Otro beneficio de usar la Apple Card es su opción de bonificación de reembolso inmediato. Para habilitar esta función, configure Apple Cash para comenzar a ganar hasta un 3 por ciento de efectivo diario en sus compras. Este reembolso se deposita en su cuenta de Apple y puede usarse como dinero normal.

Si bien algunas tarjetas de crédito de la competencia ofrecen opciones de devolución de efectivo, a menudo se desconectan de las compras inmediatas y a menudo incluyen obstáculos que impiden el canje de recompensas. Apple elimina estas barreras depositando diariamente sus recompensas de reembolso.

Recibí cinco dólares en recompensas diarias en efectivo usando la tarjeta Apple para comprar comestibles, y pude gastar instantáneamente ese efectivo en hardware y aplicaciones de Apple, enviarle el mensaje a otro usuario de Apple Cash o gastarlo en cualquier lugar donde se acepte Apple Pay. En su lugar, opté por hordear mi Daily Cash para usarlo en una fecha posterior.
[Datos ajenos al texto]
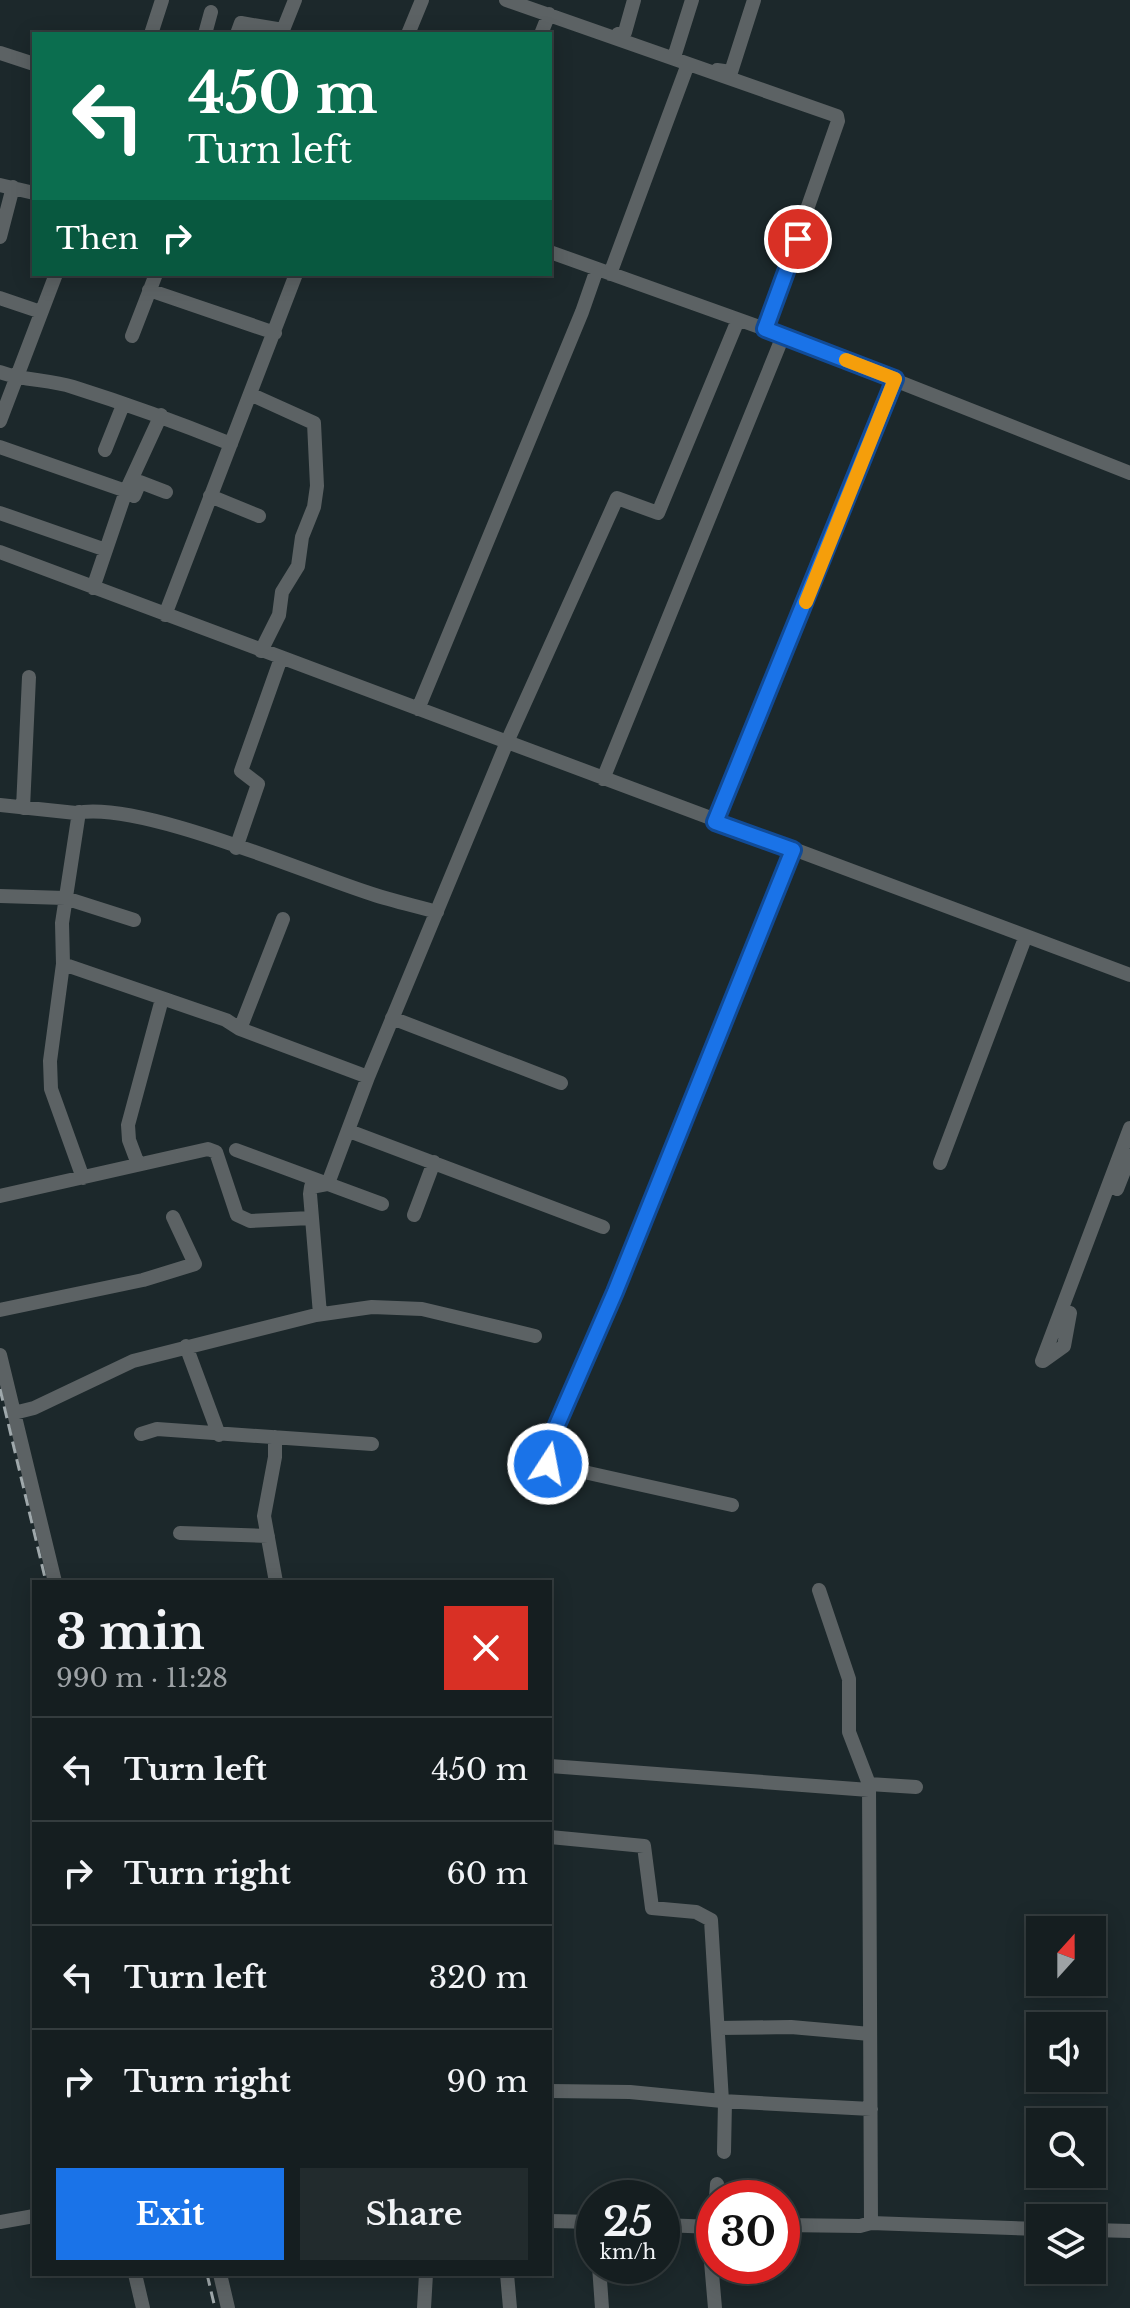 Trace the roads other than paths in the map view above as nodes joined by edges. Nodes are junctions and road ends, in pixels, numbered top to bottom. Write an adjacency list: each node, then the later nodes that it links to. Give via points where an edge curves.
1 (162, 0): 11 (street)
2 (295, 0): 13 (street, via 283,30 241,23)
3 (422, 0): 14 (street)
4 (506, 0): 9 (street)
5 (521, 0): 9 (street)
6 (634, 0): 16 (street, via 625,32)
7 (692, 0): 18 (street)
8 (754, 0): 18 (street, via 730,75)
9 (544, 7): 15 (street); 16 (street); 20 (street)
10 (211, 12): 12 (street)
11 (152, 32)
12 (206, 32)
13 (238, 32)
14 (409, 32)
15 (541, 32)
16 (618, 34): 18 (street)
17 (0, 53): 19 (street)
18 (675, 54)
19 (32, 63)
20 (688, 64): 25 (street); 33 (street, via 838,119)
21 (7, 186): 22 (street); 23 (street)
22 (32, 192)
23 (0, 237)
24 (552, 253): 25 (street)
25 (603, 271): 32 (street); 60 (street)
26 (55, 276): 31 (street)
27 (155, 276): 29 (street)
28 (295, 276): 34 (street)
29 (149, 290): 34 (street); 35 (street)
30 (0, 298): 31 (street)
31 (41, 312): 38 (street)
32 (738, 320): 33 (street); 61 (street, via 658,513 617,498)
33 (765, 329): 36 (street)
34 (275, 333): 40 (street)
35 (132, 336)
36 (783, 336): 39 (street); 62 (street)
37 (0, 372): 38 (street)
38 (16, 378): 41 (street, via 69,386); 43 (street)
39 (895, 379): 47 (street); 66 (street)
40 (250, 394): 44 (street); 57 (street, via 314,423 317,486 298,566 282,592 279,615)
41 (123, 405): 42 (street); 46 (street)
42 (161, 415): 44 (street); 48 (street)
43 (0, 421)
44 (231, 444): 50 (street)
45 (0, 447): 48 (street)
46 (105, 450)
47 (1130, 473)
48 (126, 491): 53 (street)
49 (166, 492): 55 (street, via 148,483 136,487)
50 (210, 496): 52 (street); 56 (street)
51 (0, 513): 53 (street)
52 (259, 516)
53 (106, 550): 55 (street)
54 (0, 552): 55 (street)
55 (97, 589): 56 (street)
56 (165, 615): 57 (street)
57 (261, 651): 58 (street)
58 (281, 658): 60 (street); 67 (street, via 241,771 258,784)
59 (29, 677): 64 (street)
60 (418, 709): 61 (street)
61 (507, 742): 62 (street); 71 (street)
62 (603, 779): 66 (street)
63 (0, 805): 64 (street)
64 (23, 808): 65 (street)
65 (79, 812): 67 (street, via 148,820); 70 (street)
66 (715, 822): 68 (street)
67 (236, 848): 71 (street)
68 (793, 850): 74 (street); 107 (street, via 546,1450 548,1464)
69 (0, 896): 70 (street)
70 (65, 898): 73 (street); 75 (street)
71 (437, 912): 78 (street)
72 (283, 919): 79 (street)
73 (134, 920)
74 (1025, 938): 76 (street); 87 (street)
75 (63, 964): 77 (street); 89 (street, via 51,1089)
76 (1130, 975)
77 (162, 999): 79 (street); 88 (street, via 128,1125)
78 (392, 1018): 80 (street); 81 (street)
79 (240, 1029): 80 (street)
80 (368, 1077): 83 (street)
81 (561, 1083)
82 (1130, 1128): 85 (street, via 1042,1361 1064,1346 1065,1327 1092,1248)
83 (349, 1131): 86 (street); 90 (street)
84 (236, 1150): 90 (street)
85 (1130, 1156)
86 (434, 1162): 93 (street); 96 (street)
87 (940, 1163)
88 (138, 1164): 89 (street); 95 (street, via 208,1149 216,1152 237,1215 250,1221)
89 (83, 1178): 91 (street)
90 (327, 1184): 92 (street); 95 (street, via 311,1187)
91 (0, 1196)
92 (382, 1204)
93 (414, 1215)
94 (173, 1217): 97 (street, via 195,1264)
95 (311, 1218): 98 (street)
96 (603, 1227)
97 (0, 1310)
98 (320, 1314): 99 (street, via 372,1307 422,1309); 100 (street)
99 (535, 1336)
100 (186, 1346): 102 (street, via 133,1361); 104 (street)
101 (0, 1355): 102 (street)
102 (14, 1413): 110 (street)
103 (141, 1434): 104 (street, via 157,1429)
104 (219, 1435): 105 (street)
105 (275, 1437): 106 (street); 109 (street, via 264,1516)
106 (372, 1444)
107 (732, 1505)
108 (180, 1533): 109 (street)
109 (268, 1536): 111 (street)
110 (55, 1580)
111 (276, 1580)
112 (819, 1590): 114 (street, via 849,1679 850,1739)
113 (552, 1766): 114 (street)
114 (869, 1787): 115 (street); 118 (street)
115 (916, 1787)
116 (552, 1837): 117 (street, via 644,1846 652,1908 696,1912 711,1920)
117 (719, 2028): 118 (street); 120 (street)
118 (870, 2034): 121 (street)
119 (552, 2091): 120 (street)
120 (724, 2101): 121 (street); 122 (street)
121 (871, 2109): 127 (street)
122 (724, 2152)
123 (32, 2216): 125 (street)
124 (552, 2221): 126 (street)
125 (0, 2222)
126 (576, 2222)
127 (871, 2223): 128 (street); 129 (street)
128 (800, 2225)
129 (1026, 2229)
130 (1106, 2230): 131 (street)
131 (1130, 2231)
132 (135, 2276): 138 (street)
133 (220, 2276): 139 (street)
134 (426, 2276): 140 (street)
135 (507, 2276): 141 (street)
136 (600, 2284): 142 (street)
137 (714, 2284): 143 (street)
138 (143, 2308)
139 (228, 2308)
140 (424, 2308)
141 (510, 2308)
142 (602, 2308)
143 (715, 2308)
¿Vale la pena el esfuerzo para adquirir una tarjeta Apple?

Era para mi. Aunque ya tengo tarjetas de crédito vinculadas en la aplicación Wallet, la integración en tiempo real de la Apple Card hace que mis compras sean más transparentes. Tener mi historial de transacciones en el mismo lugar que los datos de mi tarjeta también significa que no tengo que rebotar y abrir mi aplicación bancaria para averiguar mi saldo y mi historial reciente.

Es aún más agradable recibir la gratificación más rápida de Daily Cash, y de alguna manera he gamificado la experiencia, como en «¿Cuánta recompensa de reembolso puedo acumular antes de gastarla en aplicaciones o productos?» Y sí, la Apple Card física es una insignia genial de geek, pero a menos que frecuenta pequeños establecimientos y restaurantes que permanecen en la edad de piedra financiera, que requieren una tarjeta física para las transacciones, rara vez dejará su billetera.

Desde que recibí la tarjeta, solo la desenvainé de su funda protectora dos veces. Esto no fue porque necesitaba usarlo para una compra, sino para mostrarlo a amigos curiosos sobre cómo se veía y se sentía. Ambas conversaciones terminaron con la pregunta: «¿Cómo consigo una de estas?»